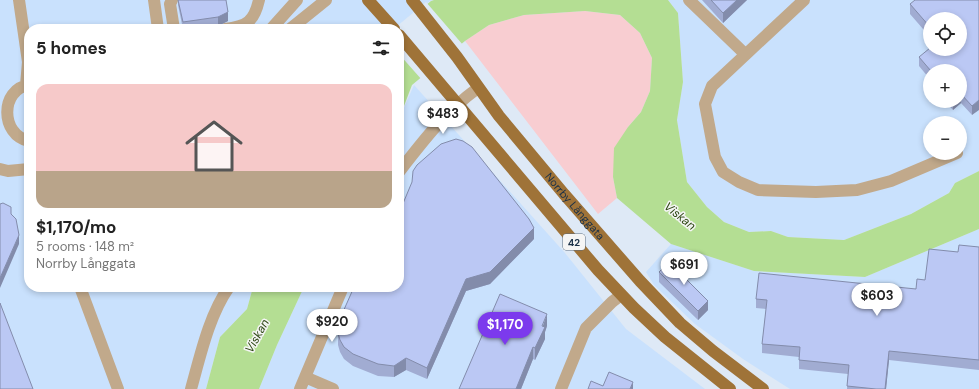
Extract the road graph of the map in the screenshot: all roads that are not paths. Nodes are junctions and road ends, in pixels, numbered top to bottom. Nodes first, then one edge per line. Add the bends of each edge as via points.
1 (20, 0) edge
2 (154, 0) edge
3 (172, 0) edge
4 (259, 0) edge
5 (297, 0) edge
6 (326, 0) edge
7 (368, 0) edge
8 (412, 0) edge
9 (689, 0) edge
10 (804, 0) edge
11 (157, 24) edge
12 (173, 24) edge
13 (246, 24) edge
14 (275, 24) edge
15 (296, 24) edge
16 (389, 24) edge
17 (24, 31) edge
18 (404, 41) edge
19 (746, 54) junction
20 (24, 87) edge
21 (478, 88) junction
22 (3, 103) edge
23 (457, 103) junction
24 (24, 139) edge
25 (940, 160) edge
26 (404, 166) edge
27 (0, 169) edge
28 (24, 169) edge
29 (82, 292) edge
30 (226, 292) edge
31 (341, 292) edge
32 (622, 295) junction
33 (305, 377) junction
34 (118, 389) edge
35 (191, 389) edge
36 (300, 389) edge
37 (332, 389) edge
38 (561, 389) edge
39 (730, 389) edge
40 (763, 389) edge

1 - 17 street
2 - 11 street
3 - 12 street via 170,4
4 - 13 street via 254,18
5 - 14 street
6 - 15 street
7 - 16 main road
8 - 21 main road, Norrby Långgata / 42
9 - 19 street
10 - 19 street
18 - 23 main road, 42
19 - 25 street via 712,86 705,104 715,157 723,172 739,182 758,190 857,190 891,181
20 - 22 street via 14,92
21 - 23 street
21 - 40 main road, Norrby Långgata / 42 via 564,194 662,305 713,351
22 - 24 street via 6,122 11,131
23 - 26 street via 433,128
23 - 32 main road, 42
27 - 28 street
29 - 34 street
30 - 35 street via 208,333
31 - 33 street
32 - 38 street via 586,328
32 - 39 main road, 42 via 665,337
33 - 36 street
33 - 37 street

*Requirement*: Output the records verbatim, every one of them, and keep the pictures out.

*Result below*:
Extract the road graph of the map in the screenshot: all roads that are not paths. Nodes are junctions and road ends, in pixels, numbered top to bottom. Nodes first, then one edge per line. Add the bends of each edge as via points.
1 (20, 0) edge
2 (154, 0) edge
3 (172, 0) edge
4 (259, 0) edge
5 (297, 0) edge
6 (326, 0) edge
7 (368, 0) edge
8 (412, 0) edge
9 (689, 0) edge
10 (804, 0) edge
11 (157, 24) edge
12 (173, 24) edge
13 (246, 24) edge
14 (275, 24) edge
15 (296, 24) edge
16 (389, 24) edge
17 (24, 31) edge
18 (404, 41) edge
19 (746, 54) junction
20 (24, 87) edge
21 (478, 88) junction
22 (3, 103) edge
23 (457, 103) junction
24 (24, 139) edge
25 (940, 160) edge
26 (404, 166) edge
27 (0, 169) edge
28 (24, 169) edge
29 (82, 292) edge
30 (226, 292) edge
31 (341, 292) edge
32 (622, 295) junction
33 (305, 377) junction
34 (118, 389) edge
35 (191, 389) edge
36 (300, 389) edge
37 (332, 389) edge
38 (561, 389) edge
39 (730, 389) edge
40 (763, 389) edge

1 - 17 street
2 - 11 street
3 - 12 street via 170,4
4 - 13 street via 254,18
5 - 14 street
6 - 15 street
7 - 16 main road
8 - 21 main road, Norrby Långgata / 42
9 - 19 street
10 - 19 street
18 - 23 main road, 42
19 - 25 street via 712,86 705,104 715,157 723,172 739,182 758,190 857,190 891,181
20 - 22 street via 14,92
21 - 23 street
21 - 40 main road, Norrby Långgata / 42 via 564,194 662,305 713,351
22 - 24 street via 6,122 11,131
23 - 26 street via 433,128
23 - 32 main road, 42
27 - 28 street
29 - 34 street
30 - 35 street via 208,333
31 - 33 street
32 - 38 street via 586,328
32 - 39 main road, 42 via 665,337
33 - 36 street
33 - 37 street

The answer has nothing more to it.